Climate & Environment Full-time

Machine Learning Engineer

Kaluza

Location

London, Bristol, Edinburgh

Type

Full-time

Posted

Dec 17, 2025

Compensation

USD 63200 – 86900

Mission

What you will drive

  • Develop ML and GenAI Solutions: Design and implement machine learning using Python, leveraging data technologies such as Databricks, Kafka, and the AWS cloud environment. Our architecture is based on microservices, allowing for dynamic deployment of new features.
  • Productionise Algorithms: Deploy algorithms into production environments where they can be tested with customers and continuously improved. You’ll automate workflows, monitor performance, and maintain data science products using best practices for tooling, alerting, and version control (e.g., Git).
  • Contribute to a Collaborative Data Science Culture: Share your knowledge and experience with the wider team.

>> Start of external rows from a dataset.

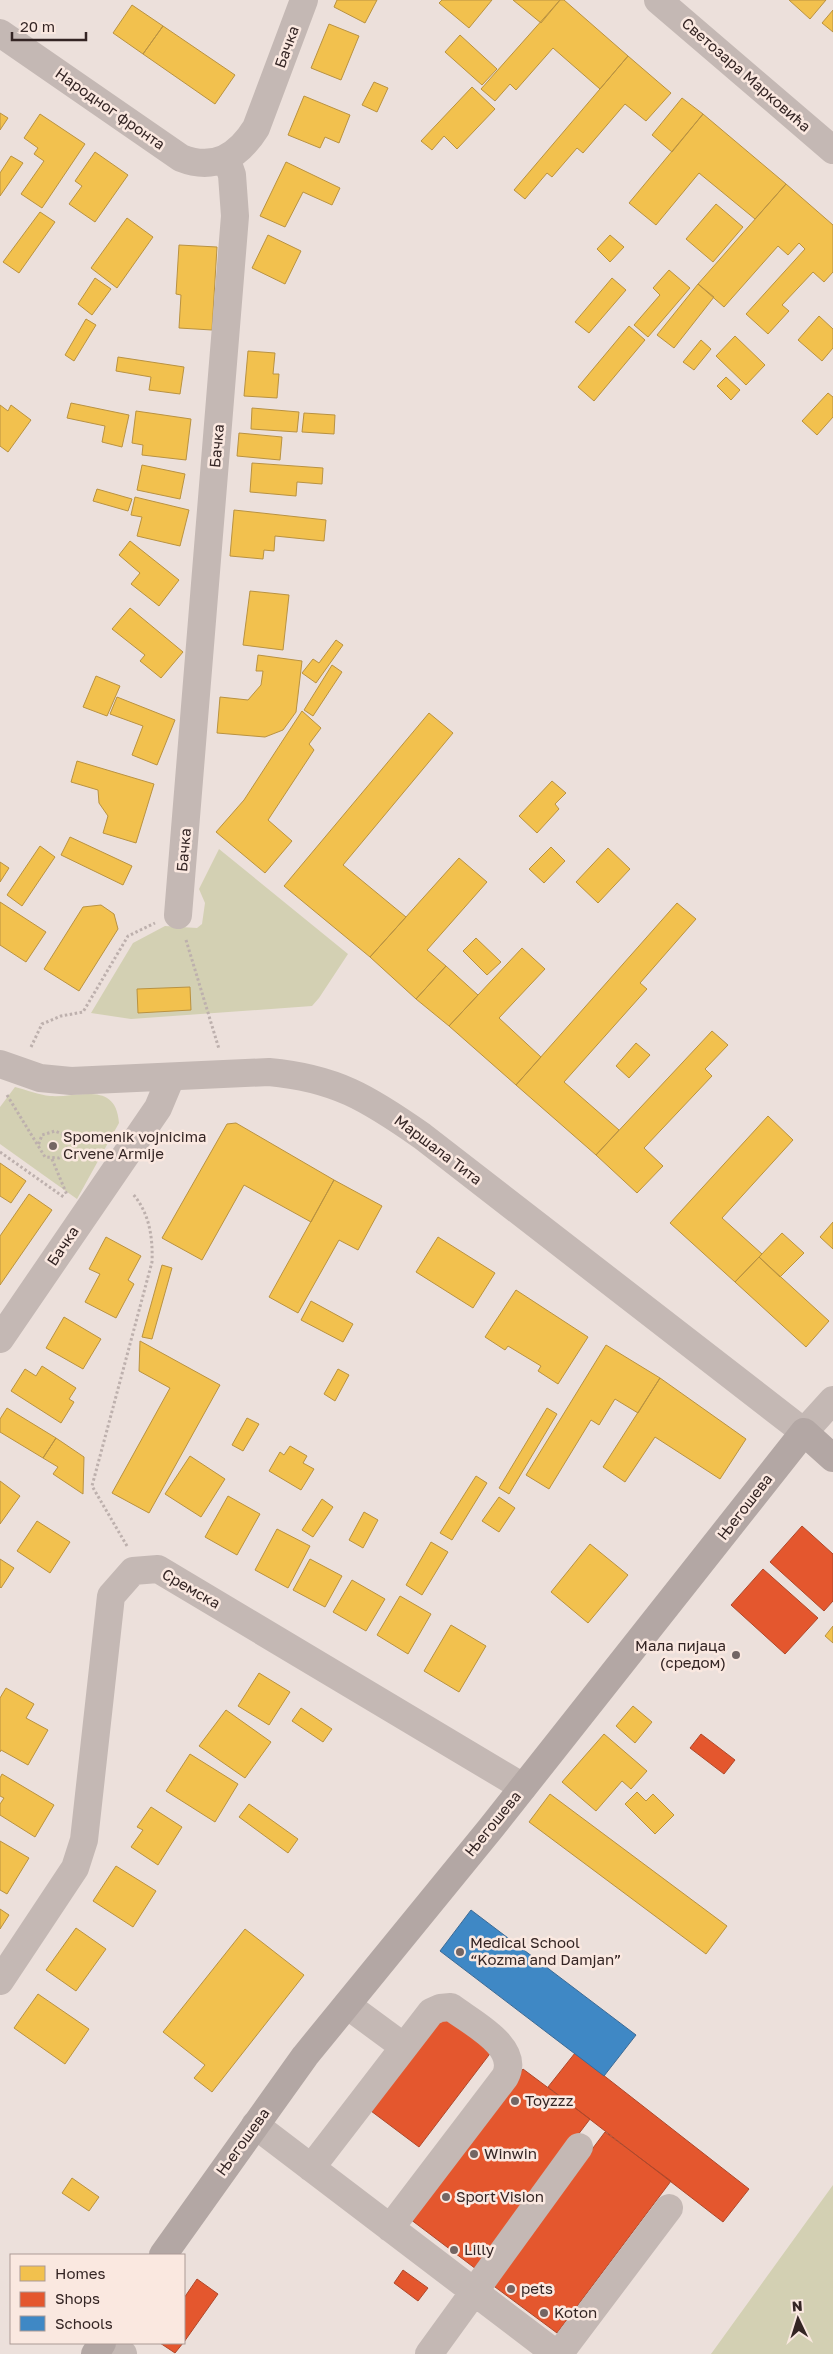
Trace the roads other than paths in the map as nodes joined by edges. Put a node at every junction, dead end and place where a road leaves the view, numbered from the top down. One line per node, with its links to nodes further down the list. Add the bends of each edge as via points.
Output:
1 (304, 0): 5 (street, Бачка, via 256,128 248,141)
2 (658, 0): 4 (street, Светозара Марковића)
3 (0, 33): 5 (street, Народног фронта, via 181,158 194,163)
4 (833, 150)
5 (226, 158): 6 (street, Бачка, via 232,175 235,216)
6 (178, 915)
7 (9, 1068): 8 (street, Маршала Тита, via 40,1078 71,1081)
8 (171, 1077): 9 (street, Бачка, via 158,1108); 11 (street, Маршала Тита, via 268,1072 297,1075 342,1087 365,1098 422,1136)
9 (0, 1339)
10 (833, 1400): 11 (street, Његошева)
11 (804, 1432): 12 (main road); 13 (main road, Његошева)
12 (833, 1458)
13 (523, 1787): 14 (street, Сремска, via 158,1569 132,1571 111,1596 84,1840 75,1868); 15 (main road, Његошева)
14 (0, 1981)
15 (347, 2005): 16 (street); 17 (main road, Његошева)
16 (404, 2047): 19 (street); 21 (street, via 431,2012 451,2007 503,2046 510,2068)
17 (255, 2125): 19 (street); 22 (main road, Његошева)
18 (579, 2147): 23 (street)
19 (311, 2168): 21 (street)
20 (669, 2208): 27 (street)
21 (390, 2228): 23 (street)
22 (164, 2254)
23 (474, 2292): 26 (street); 27 (street)
24 (109, 2344): 25 (street)
25 (123, 2354)
26 (429, 2354)
27 (558, 2354)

You’ll play a key role in fostering an ML / AI community that values openness, collaboration, and innovation.
  • Identify Opportunities for Impact: Help uncover new opportunities where ML/AI can add value across our products and services. This includes asking the right questions, identifying high-impact areas, and contributing to the broader data strategy.

Impact

The difference you'll make

This role creates positive change by developing machine learning and GenAI solutions that help energy utilities optimize energy usage, automate operations, and advance the transition to renewable energy, ultimately making sustainable energy more affordable and accessible for all.

Profile

What makes you a great fit

  • Proven experience in a real-world ML / AI role, with strong understanding of core algorithms, data structures, and model performance evaluation.
  • Proficiency in Python, including libraries such as Scikit-learn, Pandas, NumPy, and others commonly used in the ML ecosystem.
  • Hands-on experience with GenAI APIs and tools, including deployment and integration of GenAI solutions into production systems.
  • Experience across the full ML lifecycle, including data preprocessing, model training, evaluation, deployment, and monitoring in production environments.
  • Experience with MLOps tools and practices (e.g., MLflow, SageMaker, Docker, CI/CD pipelines)
  • Excellent communication and presentation skills, capable of clearly articulating technical results to both technical and non-technical stakeholders, including senior leadership.
  • Track record of stakeholder engagement, collaborating cross-functionally with product, engineering, and business teams.
  • Solid foundation in statistics, including techniques such as hypothesis testing, significance testing, and probability theory.
  • Comfortable working in an agile environment, contributing to iterative development cycles and cross-functional teams.

Benefits

What's in it for you

  • Pension Scheme
  • Discretionary Bonus Scheme
  • Private Medical Insurance + Virtual GP
  • Life Assurance
  • Access to Furthr - a Climate Action app
  • Free Mortgage Advice and Eye Tests
  • Perks at Work - access to thousands of retail discounts
  • 5% Flex Fund to spend on the benefits you want most
  • 26 days holiday
  • Flexible bank holidays, giving you an additional 8 days which you can choose to take whenever you like
  • Progressive leave policies with no qualifying service periods, including 26 weeks full pay if you have a new addition to your family
  • Dedicated personal learning and home office budgets
  • Flexible working — we trust you to work in a way that suits your lifestyle

About

Inside Kaluza

Kaluza reimagines energy to bring net-zero within everyone’s reach. The Kaluza Platform enables energy utilities to unlock the full value of a radically changing energy system and propel us to a future where renewable energy is sustainable, affordable and accessible for all.